The companies and US government agency announced the deal on Friday ahead of a twice-yearly supercomputing conference that begins Monday. The show focuses on the high-end systems -- sometimes as large as a basketball court -- that are used to calculate car aerodynamics, detect structural weaknesses in airplane designs and predict the performance of new drugs.

The funds will pay for two machines, one for civilian research at the Oak Ridge National Laboratory in Tennessee and one for nuclear weapons simulation at the Lawrence Livermore National Laboratory in California. They'll each clock in with a peak performance surpassing 100 petaflops -- that's a quadrillion calculations per second as measured in the Top500 list that ranks the world's fastest machines. Trying to do that with modern laptops would take something like 3 million of them, Nvidia estimates.

In addition, the DOE will spend about $100 million on a program called FastForward2 to make next-generation, massive-scale supercomputers 20 to 40 times faster than today's high-end models, Energy Secretary Ernest Moniz was scheduled to announce Friday. It's all part of a project called Coral after the national labs involved: Oak Ridge, Argonne and Lawrence Livermore.

"We expect that critical supercomputing investments like Coral and FastForward2 will again lead to transformational advancements in basic science, national defense, environmental and energy research that rely on simulations of complex physical systems and analysis of massive amounts of data," Moniz said in a statement.
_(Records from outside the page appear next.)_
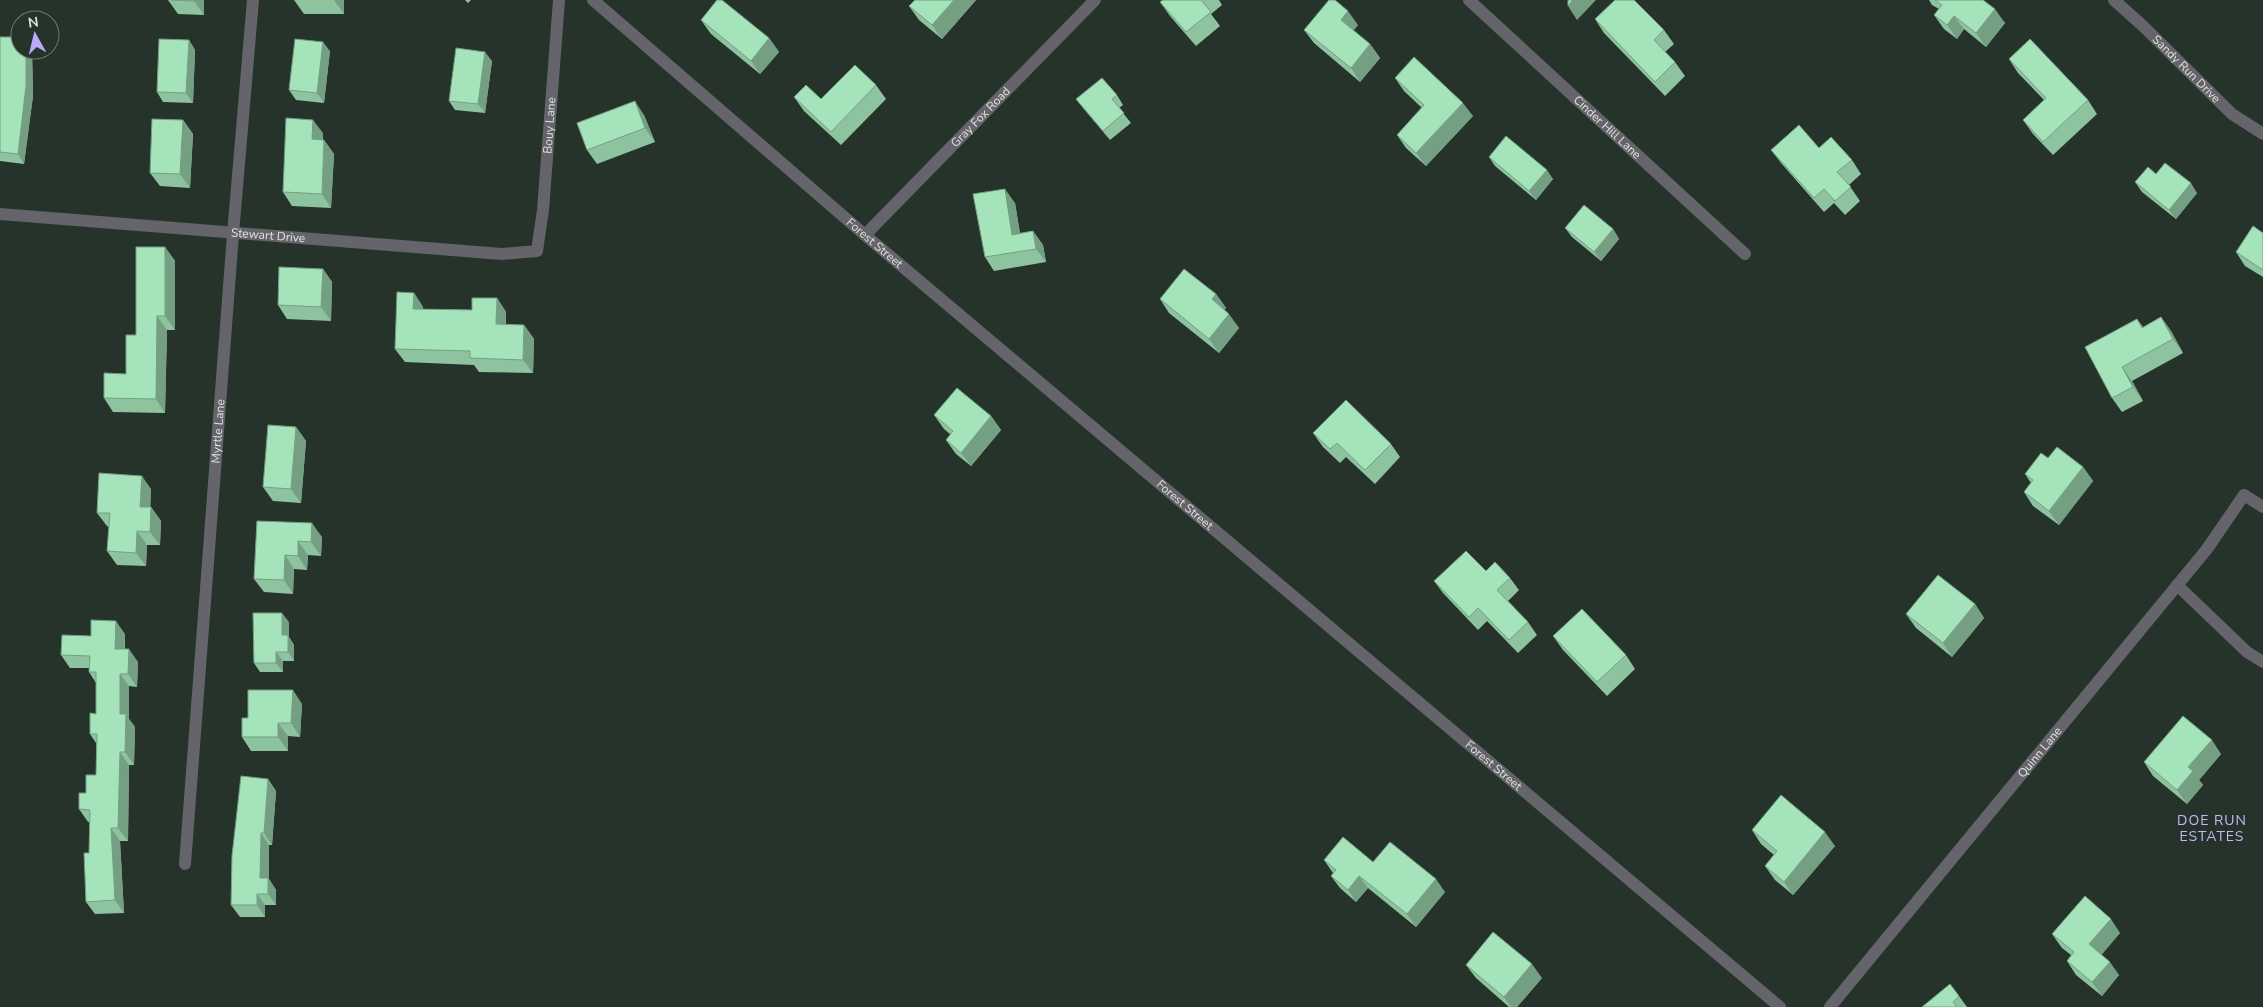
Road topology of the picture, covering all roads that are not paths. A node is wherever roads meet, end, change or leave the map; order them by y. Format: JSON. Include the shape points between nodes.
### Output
{"nodes":[{"id":1,"x":253,"y":0,"type":"edge"},
{"id":2,"x":559,"y":0,"type":"edge"},
{"id":3,"x":593,"y":0,"type":"edge"},
{"id":4,"x":1095,"y":0,"type":"edge"},
{"id":5,"x":1469,"y":0,"type":"edge"},
{"id":6,"x":2114,"y":0,"type":"edge"},
{"id":7,"x":2263,"y":134,"type":"edge"},
{"id":8,"x":0,"y":214,"type":"edge"},
{"id":9,"x":233,"y":234,"type":"junction"},
{"id":10,"x":865,"y":235,"type":"junction"},
{"id":11,"x":537,"y":252,"type":"joint"},
{"id":12,"x":1745,"y":254,"type":"dead end"},
{"id":13,"x":2263,"y":508,"type":"edge"},
{"id":14,"x":2177,"y":585,"type":"junction"},
{"id":15,"x":2263,"y":662,"type":"edge"},
{"id":16,"x":186,"y":864,"type":"dead end"},
{"id":17,"x":1780,"y":1007,"type":"edge"},
{"id":18,"x":1830,"y":1007,"type":"edge"}],
"edges":[{"from":1,"to":9,"type":"street","name":"Myrtle Lane"},
{"from":2,"to":11,"type":"street","name":"Bouy Lane"},
{"from":3,"to":10,"type":"street","name":"Forest Street"},
{"from":4,"to":10,"type":"street","name":"Gray Fox Road"},
{"from":5,"to":12,"type":"street","name":"Cinder Hill Lane"},
{"from":6,"to":7,"type":"street","name":"Sandy Run Drive","via":[[2232,114]]},
{"from":8,"to":9,"type":"street","name":"Stewart Drive"},
{"from":9,"to":11,"type":"street","name":"Stewart Drive","via":[[502,254]]},
{"from":9,"to":16,"type":"street","name":"Myrtle Lane"},
{"from":10,"to":17,"type":"street","name":"Forest Street"},
{"from":13,"to":14,"type":"street","name":"Quinn Lane","via":[[2244,495],[2207,549]]},
{"from":14,"to":15,"type":"street","via":[[2247,652]]},
{"from":14,"to":18,"type":"street","name":"Quinn Lane"}]}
Supercomputing progress faltering?

The deal is a lucrative feather in the cap for the companies. IBM will build the overall system using a design that marries main processors from its own Power family with Volta accelerators from Nvidia. IBM has decades of experience in high-performance computing, but Nvidia, most of whose revenue comes from graphics chips to speed up video games, is a relative newcomer.

The world is accustomed to steady increases in computing power, but growth of supercomputing progress slowed in recent years. No longer do processor clock speeds conveniently ratchet up to higher gigahertz levels each year, and the constraints of funding, equipment cooling and electrical power consumption are formidable.
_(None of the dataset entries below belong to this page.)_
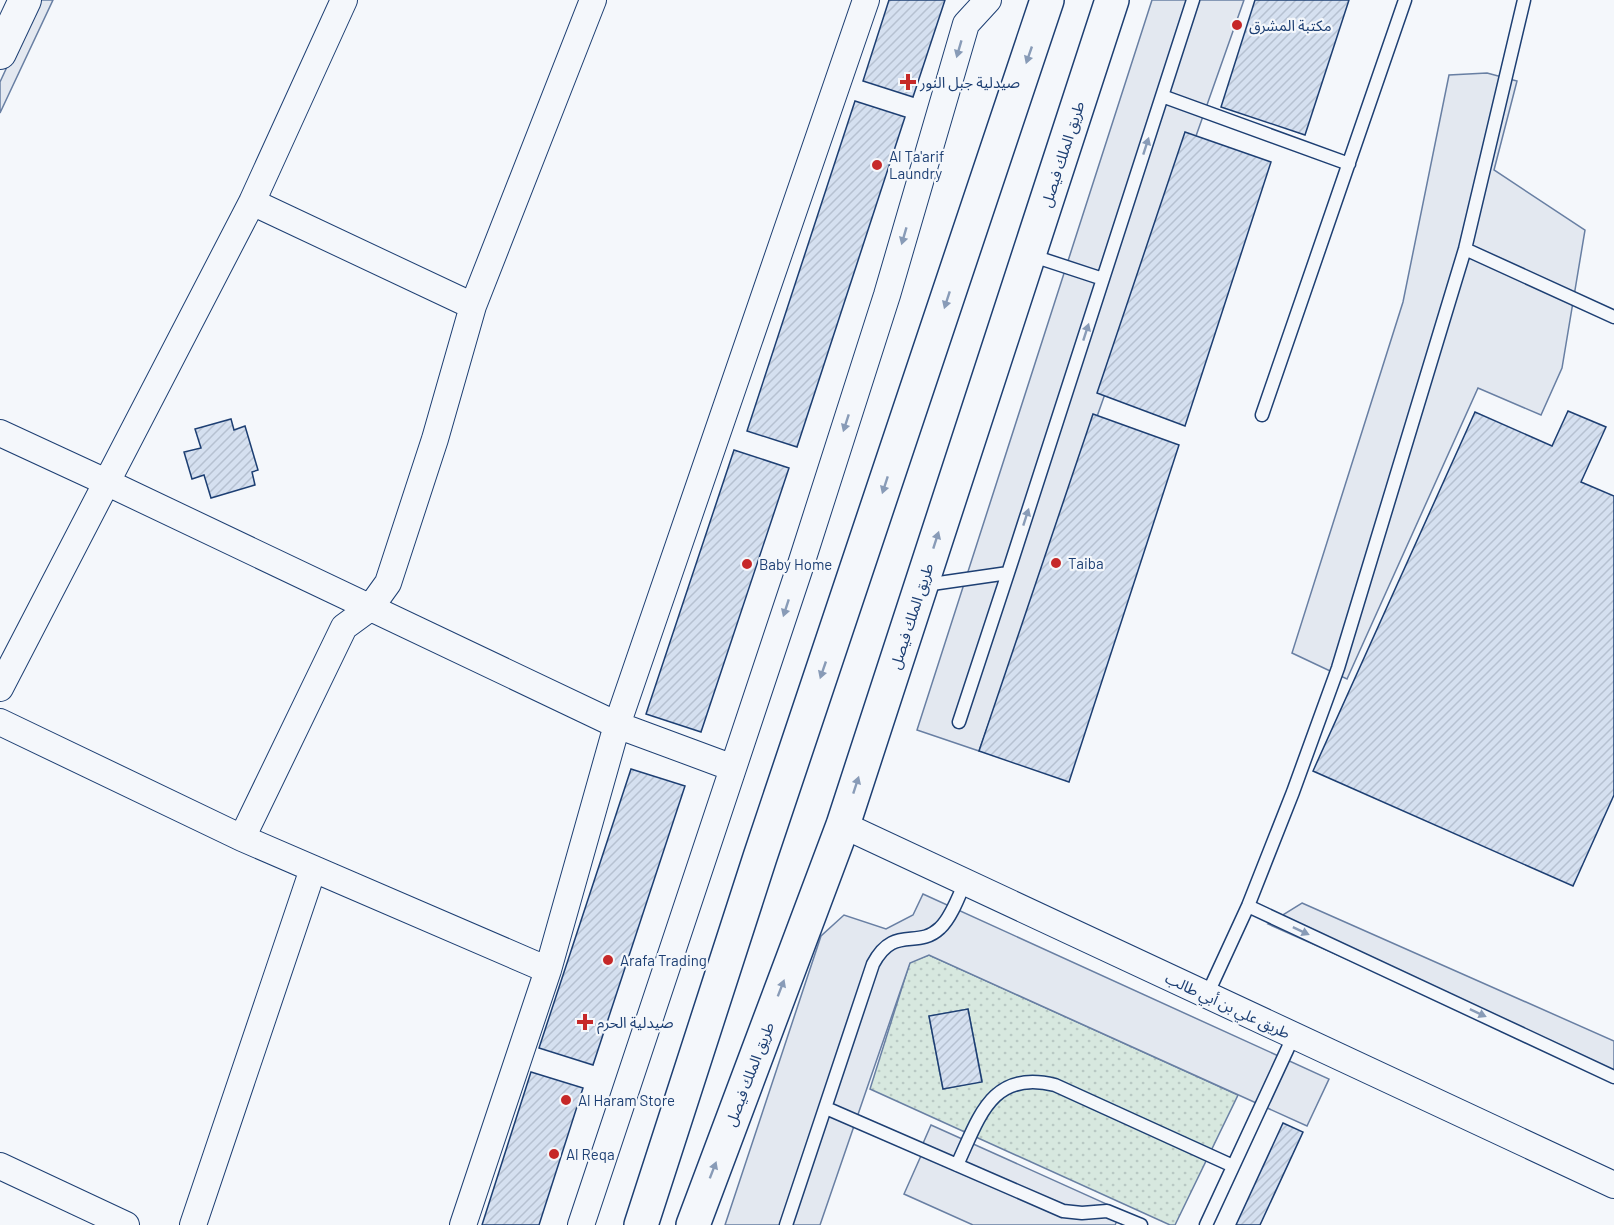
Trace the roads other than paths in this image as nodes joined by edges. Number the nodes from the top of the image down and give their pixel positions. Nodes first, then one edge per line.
1 (7, 0) edge
2 (25, 0) edge
3 (344, 0) edge
4 (593, 0) edge
5 (866, 0) edge
6 (988, 0) edge
7 (1047, 0) edge
8 (1112, 0) edge
9 (1193, 0) edge
10 (1405, 0) edge
11 (1524, 0) edge
12 (0, 16) edge
13 (0, 53) edge
14 (1162, 96) junction
15 (1349, 164) junction
16 (252, 202) junction
17 (1465, 249) junction
18 (1029, 254) junction
19 (1103, 279) junction
20 (473, 306) junction
21 (1614, 317) edge
22 (1262, 415) dead end
23 (0, 434) edge
24 (106, 482) junction
25 (1008, 573) junction
26 (921, 586) junction
27 (370, 608) junction
28 (0, 688) edge
29 (0, 722) edge
30 (959, 722) dead end
31 (617, 725) junction
32 (733, 768) junction
33 (843, 825) junction
34 (242, 838) junction
35 (760, 857) junction
36 (313, 869) junction
37 (965, 882) junction
38 (1248, 906) junction
39 (548, 970) junction
40 (1207, 995) junction
41 (1294, 1035) junction
42 (1614, 1077) edge
43 (826, 1108) junction
44 (957, 1165) junction
45 (0, 1166) edge
46 (1233, 1166) junction
47 (1614, 1185) edge
48 (126, 1225) edge
49 (193, 1225) edge
50 (463, 1225) edge
51 (581, 1225) edge
52 (641, 1225) edge
53 (661, 1225) edge
54 (693, 1225) edge
55 (786, 1225) edge
56 (1141, 1225) edge
57 (1206, 1225) edge

1 - 12 street
2 - 13 street
3 - 16 street
4 - 20 street
5 - 31 street
6 -> 32 street
7 -> 35 main road
8 - 18 main road, طريق الملك فيصل
9 - 14 lane
10 - 15 lane
11 - 17 lane
14 - 15 lane
19 -> 14 lane
15 - 22 lane
16 - 20 street
16 - 24 street
17 - 21 lane
17 - 38 lane
18 - 19 lane
26 -> 18 main road, طريق الملك فيصل
25 -> 19 lane
20 - 27 street
23 - 24 street
24 - 27 street
24 - 28 street
25 - 26 lane
25 - 30 lane
33 -> 26 main road, طريق الملك فيصل
27 - 31 street
27 - 34 street
29 - 34 street
31 - 32 street
31 - 39 street
32 - 51 street
33 - 37 street, طريق علي بن أبي طالب
54 -> 33 main road, طريق الملك فيصل
34 - 36 street
35 - 52 main road
35 - 53 main road
36 - 39 street
36 - 49 street
37 - 40 street, طريق علي بن أبي طالب
37 - 43 lane
38 - 40 lane
38 -> 42 lane
39 - 50 street
40 - 41 street, طريق علي بن أبي طالب
41 - 46 lane
41 - 47 street, طريق علي بن أبي طالب
43 - 44 lane
43 - 55 lane
44 - 46 lane
44 - 56 lane
45 - 48 street
46 - 57 lane

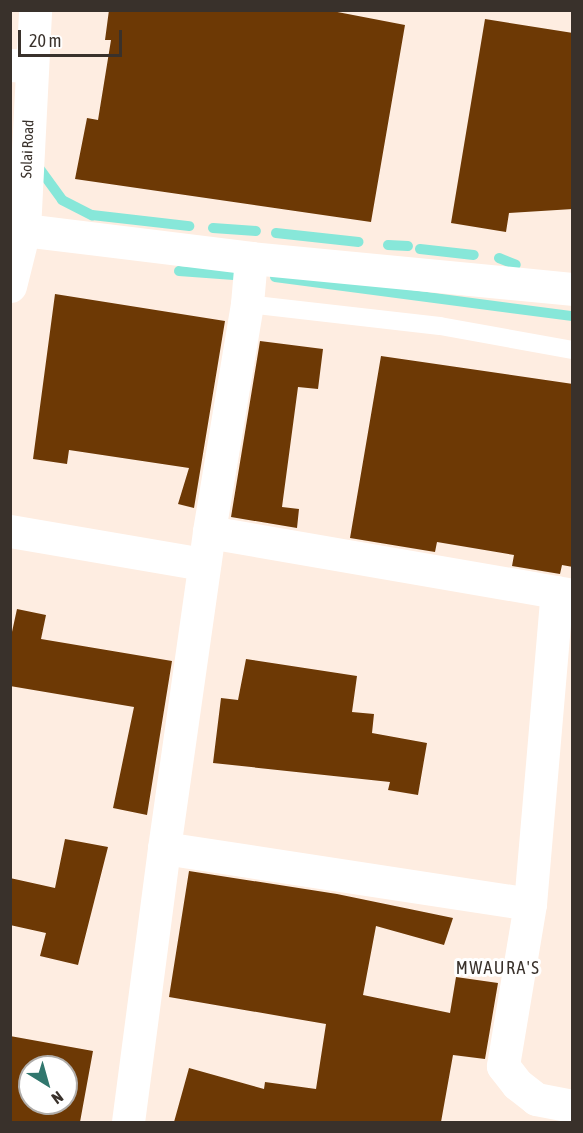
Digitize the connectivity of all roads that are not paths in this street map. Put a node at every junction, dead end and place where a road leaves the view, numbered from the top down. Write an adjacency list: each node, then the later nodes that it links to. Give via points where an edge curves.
1 (35, 10): 2 (main road, Solai Road)
2 (20, 65): 3 (main road, Solai Road)
3 (24, 230): 4 (main road); 5 (main road, Solai Road)
4 (251, 258): 6 (main road); 7 (main road)
5 (10, 286)
6 (573, 289)
7 (247, 304): 8 (lane, via 440,326); 10 (main road)
8 (573, 350)
9 (10, 531): 11 (main road)
10 (208, 532): 11 (main road); 12 (main road)
11 (204, 564): 13 (main road)
12 (565, 594): 14 (main road)
13 (164, 848): 14 (main road); 16 (main road)
14 (530, 904): 15 (main road, via 503,1066 536,1099)
15 (573, 1106)
16 (128, 1122)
To tackle the problem, IBM is adopting a supercomputing approach it calls data-centric design. The general idea is to distribute processing power so it's close to data storage areas, reducing the performance and energy-consumption problems associated with moving data around a system.

"At the individual compute element level we continue the Von Neumann approach," IBM said of its design, referring to the traditional computer architecture that combines a central processor and memory. "At the level of the system, however, we are providing an additional way to compute, which is to move the compute to the data."

Modern architecture

The system encompasses relatively new computing trends, including flash-memory storage that's faster but more expensive than hard drives, and the graphic processing unit (GPU) boost from Nvidia. Such accelerators aren't as versatile as general-purpose central processing units, but they can solve particular types of math problems faster. That's why accelerators from Nvidia, AMD and Intel have found a place in supercomputing systems.

"This is a huge endorsement for the Tesla GPU accelerator platform," said Sumit Gupta, general manager of Nvidia's Tesla accelerated computing business. "To be able to build up these large systems, you need the energy efficiency that GPU accelerators provide."

One big problem with systems that include both CPUs and GPUs is getting data where it belongs. CPUs generally run the show, offloading some work to GPUs, but to do so, they have to transfer data from CPU memory to GPU memory. To speed that up, Nvidia offers its NVLink interconnect, which IBM said is five to twelve times faster than today's technology at the transfer.

Another key player in the system is Mellanox, which is supplying high-speed networking equipment using the InfiniBand standard to rapidly shuttle data around the system.